▶ [TASK STATEMENT]: An exact reproduction of all the entries is the expected answer.

BEGIN

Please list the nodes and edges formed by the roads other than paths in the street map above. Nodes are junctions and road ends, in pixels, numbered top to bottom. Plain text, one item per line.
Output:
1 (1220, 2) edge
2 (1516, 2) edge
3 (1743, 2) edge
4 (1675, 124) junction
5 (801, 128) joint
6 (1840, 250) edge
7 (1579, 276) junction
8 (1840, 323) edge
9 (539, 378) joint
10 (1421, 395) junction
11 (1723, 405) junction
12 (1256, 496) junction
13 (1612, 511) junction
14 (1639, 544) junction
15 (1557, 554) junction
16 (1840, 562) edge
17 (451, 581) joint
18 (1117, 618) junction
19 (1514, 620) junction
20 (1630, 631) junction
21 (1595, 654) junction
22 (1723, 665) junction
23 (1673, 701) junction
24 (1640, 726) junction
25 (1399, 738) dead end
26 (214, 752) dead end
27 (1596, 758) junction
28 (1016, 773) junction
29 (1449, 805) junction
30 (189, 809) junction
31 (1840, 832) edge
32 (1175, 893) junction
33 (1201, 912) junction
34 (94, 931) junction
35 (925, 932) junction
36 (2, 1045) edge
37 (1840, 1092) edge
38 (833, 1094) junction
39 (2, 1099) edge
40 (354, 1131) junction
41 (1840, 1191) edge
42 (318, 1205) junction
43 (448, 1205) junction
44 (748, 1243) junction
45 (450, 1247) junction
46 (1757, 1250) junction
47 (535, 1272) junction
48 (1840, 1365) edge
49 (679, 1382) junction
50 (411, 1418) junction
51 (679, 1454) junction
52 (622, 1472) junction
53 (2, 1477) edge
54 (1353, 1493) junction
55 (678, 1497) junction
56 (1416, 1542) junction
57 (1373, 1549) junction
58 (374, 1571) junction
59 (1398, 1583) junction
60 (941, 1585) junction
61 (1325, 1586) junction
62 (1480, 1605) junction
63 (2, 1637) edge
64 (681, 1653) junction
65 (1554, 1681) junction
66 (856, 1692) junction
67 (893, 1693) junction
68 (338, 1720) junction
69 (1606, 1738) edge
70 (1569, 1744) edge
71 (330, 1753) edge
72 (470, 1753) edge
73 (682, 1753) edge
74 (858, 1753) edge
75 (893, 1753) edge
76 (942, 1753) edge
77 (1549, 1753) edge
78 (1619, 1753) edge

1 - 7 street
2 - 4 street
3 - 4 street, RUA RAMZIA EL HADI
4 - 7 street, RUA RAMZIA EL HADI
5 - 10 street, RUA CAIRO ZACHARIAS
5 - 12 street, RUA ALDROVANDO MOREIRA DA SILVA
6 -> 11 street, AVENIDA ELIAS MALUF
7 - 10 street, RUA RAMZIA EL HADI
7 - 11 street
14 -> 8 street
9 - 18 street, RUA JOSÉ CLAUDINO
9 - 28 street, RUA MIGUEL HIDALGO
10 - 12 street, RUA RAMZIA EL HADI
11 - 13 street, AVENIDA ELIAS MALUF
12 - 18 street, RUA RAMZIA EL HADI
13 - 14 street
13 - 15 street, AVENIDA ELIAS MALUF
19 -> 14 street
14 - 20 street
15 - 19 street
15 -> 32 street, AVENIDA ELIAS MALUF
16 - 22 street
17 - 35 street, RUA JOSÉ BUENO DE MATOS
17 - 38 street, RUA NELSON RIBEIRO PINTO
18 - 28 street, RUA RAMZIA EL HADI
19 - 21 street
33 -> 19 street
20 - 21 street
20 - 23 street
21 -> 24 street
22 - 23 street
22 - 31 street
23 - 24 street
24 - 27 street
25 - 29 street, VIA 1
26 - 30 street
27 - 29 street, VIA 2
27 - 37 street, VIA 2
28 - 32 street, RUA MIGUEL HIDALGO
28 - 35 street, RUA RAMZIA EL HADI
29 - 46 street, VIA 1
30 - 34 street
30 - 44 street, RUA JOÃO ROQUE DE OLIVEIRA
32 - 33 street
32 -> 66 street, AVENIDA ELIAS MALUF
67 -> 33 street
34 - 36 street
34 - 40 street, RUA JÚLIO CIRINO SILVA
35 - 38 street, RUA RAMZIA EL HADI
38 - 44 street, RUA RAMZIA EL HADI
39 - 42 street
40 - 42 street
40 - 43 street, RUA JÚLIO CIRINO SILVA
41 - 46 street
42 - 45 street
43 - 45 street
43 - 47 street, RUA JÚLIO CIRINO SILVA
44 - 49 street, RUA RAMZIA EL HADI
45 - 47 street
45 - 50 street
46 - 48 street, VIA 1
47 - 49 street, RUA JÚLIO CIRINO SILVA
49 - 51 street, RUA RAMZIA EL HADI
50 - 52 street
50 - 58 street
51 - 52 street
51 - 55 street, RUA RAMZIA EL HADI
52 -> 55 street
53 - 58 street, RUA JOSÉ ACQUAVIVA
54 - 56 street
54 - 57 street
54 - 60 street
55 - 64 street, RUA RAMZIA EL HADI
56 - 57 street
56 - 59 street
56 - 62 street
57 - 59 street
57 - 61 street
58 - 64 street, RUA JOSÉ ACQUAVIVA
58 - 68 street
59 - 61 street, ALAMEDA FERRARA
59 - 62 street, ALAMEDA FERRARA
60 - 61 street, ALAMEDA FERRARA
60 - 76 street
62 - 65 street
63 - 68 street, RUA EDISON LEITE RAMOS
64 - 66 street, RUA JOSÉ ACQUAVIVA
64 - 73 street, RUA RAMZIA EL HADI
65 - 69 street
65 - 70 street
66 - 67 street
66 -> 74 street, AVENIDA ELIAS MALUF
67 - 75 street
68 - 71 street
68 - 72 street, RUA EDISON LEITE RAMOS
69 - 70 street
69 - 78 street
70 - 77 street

END

▶ [SOLUTION]:
Please list the nodes and edges formed by the roads other than paths in the street map above. Nodes are junctions and road ends, in pixels, numbered top to bottom. Plain text, one item per line.
Output:
1 (1220, 2) edge
2 (1516, 2) edge
3 (1743, 2) edge
4 (1675, 124) junction
5 (801, 128) joint
6 (1840, 250) edge
7 (1579, 276) junction
8 (1840, 323) edge
9 (539, 378) joint
10 (1421, 395) junction
11 (1723, 405) junction
12 (1256, 496) junction
13 (1612, 511) junction
14 (1639, 544) junction
15 (1557, 554) junction
16 (1840, 562) edge
17 (451, 581) joint
18 (1117, 618) junction
19 (1514, 620) junction
20 (1630, 631) junction
21 (1595, 654) junction
22 (1723, 665) junction
23 (1673, 701) junction
24 (1640, 726) junction
25 (1399, 738) dead end
26 (214, 752) dead end
27 (1596, 758) junction
28 (1016, 773) junction
29 (1449, 805) junction
30 (189, 809) junction
31 (1840, 832) edge
32 (1175, 893) junction
33 (1201, 912) junction
34 (94, 931) junction
35 (925, 932) junction
36 (2, 1045) edge
37 (1840, 1092) edge
38 (833, 1094) junction
39 (2, 1099) edge
40 (354, 1131) junction
41 (1840, 1191) edge
42 (318, 1205) junction
43 (448, 1205) junction
44 (748, 1243) junction
45 (450, 1247) junction
46 (1757, 1250) junction
47 (535, 1272) junction
48 (1840, 1365) edge
49 (679, 1382) junction
50 (411, 1418) junction
51 (679, 1454) junction
52 (622, 1472) junction
53 (2, 1477) edge
54 (1353, 1493) junction
55 (678, 1497) junction
56 (1416, 1542) junction
57 (1373, 1549) junction
58 (374, 1571) junction
59 (1398, 1583) junction
60 (941, 1585) junction
61 (1325, 1586) junction
62 (1480, 1605) junction
63 (2, 1637) edge
64 (681, 1653) junction
65 (1554, 1681) junction
66 (856, 1692) junction
67 (893, 1693) junction
68 (338, 1720) junction
69 (1606, 1738) edge
70 (1569, 1744) edge
71 (330, 1753) edge
72 (470, 1753) edge
73 (682, 1753) edge
74 (858, 1753) edge
75 (893, 1753) edge
76 (942, 1753) edge
77 (1549, 1753) edge
78 (1619, 1753) edge

1 - 7 street
2 - 4 street
3 - 4 street, RUA RAMZIA EL HADI
4 - 7 street, RUA RAMZIA EL HADI
5 - 10 street, RUA CAIRO ZACHARIAS
5 - 12 street, RUA ALDROVANDO MOREIRA DA SILVA
6 -> 11 street, AVENIDA ELIAS MALUF
7 - 10 street, RUA RAMZIA EL HADI
7 - 11 street
14 -> 8 street
9 - 18 street, RUA JOSÉ CLAUDINO
9 - 28 street, RUA MIGUEL HIDALGO
10 - 12 street, RUA RAMZIA EL HADI
11 - 13 street, AVENIDA ELIAS MALUF
12 - 18 street, RUA RAMZIA EL HADI
13 - 14 street
13 - 15 street, AVENIDA ELIAS MALUF
19 -> 14 street
14 - 20 street
15 - 19 street
15 -> 32 street, AVENIDA ELIAS MALUF
16 - 22 street
17 - 35 street, RUA JOSÉ BUENO DE MATOS
17 - 38 street, RUA NELSON RIBEIRO PINTO
18 - 28 street, RUA RAMZIA EL HADI
19 - 21 street
33 -> 19 street
20 - 21 street
20 - 23 street
21 -> 24 street
22 - 23 street
22 - 31 street
23 - 24 street
24 - 27 street
25 - 29 street, VIA 1
26 - 30 street
27 - 29 street, VIA 2
27 - 37 street, VIA 2
28 - 32 street, RUA MIGUEL HIDALGO
28 - 35 street, RUA RAMZIA EL HADI
29 - 46 street, VIA 1
30 - 34 street
30 - 44 street, RUA JOÃO ROQUE DE OLIVEIRA
32 - 33 street
32 -> 66 street, AVENIDA ELIAS MALUF
67 -> 33 street
34 - 36 street
34 - 40 street, RUA JÚLIO CIRINO SILVA
35 - 38 street, RUA RAMZIA EL HADI
38 - 44 street, RUA RAMZIA EL HADI
39 - 42 street
40 - 42 street
40 - 43 street, RUA JÚLIO CIRINO SILVA
41 - 46 street
42 - 45 street
43 - 45 street
43 - 47 street, RUA JÚLIO CIRINO SILVA
44 - 49 street, RUA RAMZIA EL HADI
45 - 47 street
45 - 50 street
46 - 48 street, VIA 1
47 - 49 street, RUA JÚLIO CIRINO SILVA
49 - 51 street, RUA RAMZIA EL HADI
50 - 52 street
50 - 58 street
51 - 52 street
51 - 55 street, RUA RAMZIA EL HADI
52 -> 55 street
53 - 58 street, RUA JOSÉ ACQUAVIVA
54 - 56 street
54 - 57 street
54 - 60 street
55 - 64 street, RUA RAMZIA EL HADI
56 - 57 street
56 - 59 street
56 - 62 street
57 - 59 street
57 - 61 street
58 - 64 street, RUA JOSÉ ACQUAVIVA
58 - 68 street
59 - 61 street, ALAMEDA FERRARA
59 - 62 street, ALAMEDA FERRARA
60 - 61 street, ALAMEDA FERRARA
60 - 76 street
62 - 65 street
63 - 68 street, RUA EDISON LEITE RAMOS
64 - 66 street, RUA JOSÉ ACQUAVIVA
64 - 73 street, RUA RAMZIA EL HADI
65 - 69 street
65 - 70 street
66 - 67 street
66 -> 74 street, AVENIDA ELIAS MALUF
67 - 75 street
68 - 71 street
68 - 72 street, RUA EDISON LEITE RAMOS
69 - 70 street
69 - 78 street
70 - 77 street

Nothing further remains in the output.